Nalini’s pro-style designs for 2018 are outstanding, and this one caught our eye.
Get the pro look: You don’t wear underwear under your Lycra shorts, let’s just get that out of the way. Go for dark colours, black is standard, while navy is enjoying a surge in popularity. Again, reflect the detail and panel colour in your jersey and ideally match the brands for that ‘pro’ look. Bib shorts are standard.
Subtle, sharp, and built for performance, Castelli’s new Aero Race bib shorts are too good to overlook.
Get the pro look: Absolutely no football socks. Socks should be above the ankle but under the widest part of the calf. Again, reflecting the colour of the jersey can look great but there is flexibility here. Go white or black if unsure.
Nalini is a well-respected brand throughout cycling circles and their quality socks look great on anyone’s feet.
Get the pro look: No one expects you to have different shoes to match different outfits, so flexibility is generally exercised. If your shoes are black, at least they’ll match your shorts. White shoes, however, tend to look good with everything. MTB shoes are a hard no on the road bike.
Get the pro look: Gloves are by no means a must-have, but they do have a certain ‘pro’ zing to them, especially if finger-less. They should generally be a continuation of your jersey’s colour scheme, match your shoes, or be black.
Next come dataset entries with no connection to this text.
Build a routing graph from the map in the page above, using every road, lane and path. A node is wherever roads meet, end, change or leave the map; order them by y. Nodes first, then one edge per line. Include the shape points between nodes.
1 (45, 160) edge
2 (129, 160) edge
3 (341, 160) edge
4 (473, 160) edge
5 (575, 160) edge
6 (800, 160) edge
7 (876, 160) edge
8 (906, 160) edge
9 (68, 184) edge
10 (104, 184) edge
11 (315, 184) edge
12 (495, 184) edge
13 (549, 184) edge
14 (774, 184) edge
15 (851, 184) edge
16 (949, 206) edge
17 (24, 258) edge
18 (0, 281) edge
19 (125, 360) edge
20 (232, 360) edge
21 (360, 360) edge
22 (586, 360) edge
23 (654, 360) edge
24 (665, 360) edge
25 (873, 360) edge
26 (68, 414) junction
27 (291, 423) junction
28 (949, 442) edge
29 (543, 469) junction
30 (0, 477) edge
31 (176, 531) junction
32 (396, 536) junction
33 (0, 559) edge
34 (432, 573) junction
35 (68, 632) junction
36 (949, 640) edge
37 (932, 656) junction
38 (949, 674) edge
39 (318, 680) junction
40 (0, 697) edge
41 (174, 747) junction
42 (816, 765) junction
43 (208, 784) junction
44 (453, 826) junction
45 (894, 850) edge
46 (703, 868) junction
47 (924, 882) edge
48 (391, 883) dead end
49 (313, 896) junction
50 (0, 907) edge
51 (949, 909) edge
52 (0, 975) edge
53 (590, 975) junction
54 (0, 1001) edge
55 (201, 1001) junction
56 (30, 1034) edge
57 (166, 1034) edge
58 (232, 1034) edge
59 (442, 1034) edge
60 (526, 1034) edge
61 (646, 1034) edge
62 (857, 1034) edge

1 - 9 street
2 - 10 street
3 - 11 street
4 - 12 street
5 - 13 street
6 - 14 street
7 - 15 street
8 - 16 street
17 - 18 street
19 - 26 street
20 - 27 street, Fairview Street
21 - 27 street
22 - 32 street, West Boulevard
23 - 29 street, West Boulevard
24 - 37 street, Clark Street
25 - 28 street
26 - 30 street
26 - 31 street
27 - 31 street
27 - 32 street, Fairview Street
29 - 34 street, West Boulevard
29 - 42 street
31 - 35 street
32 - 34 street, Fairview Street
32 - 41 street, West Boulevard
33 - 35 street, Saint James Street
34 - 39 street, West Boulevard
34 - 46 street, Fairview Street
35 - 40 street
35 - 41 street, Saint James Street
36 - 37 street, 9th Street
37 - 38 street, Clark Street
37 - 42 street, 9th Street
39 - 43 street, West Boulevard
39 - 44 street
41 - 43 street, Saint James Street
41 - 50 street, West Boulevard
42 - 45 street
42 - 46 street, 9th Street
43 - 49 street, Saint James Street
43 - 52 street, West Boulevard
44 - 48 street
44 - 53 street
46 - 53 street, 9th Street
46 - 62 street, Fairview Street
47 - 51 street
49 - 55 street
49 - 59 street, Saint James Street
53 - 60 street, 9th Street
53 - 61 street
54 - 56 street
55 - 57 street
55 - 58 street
Sportful’s Bodyfit gloves come in a variety of different colour combinations and can work with any kit.
Get the pro look: The frames of your eyewear should match your helmet, as mentioned above, but beyond that the eyewear world is your oyster. Feel free to experiment with styles, shapes and lens colours. The one rule is that they should always be on the outside of your helmet straps.
The POC DO Blade AVIP sunglass are among the sharpest in the market.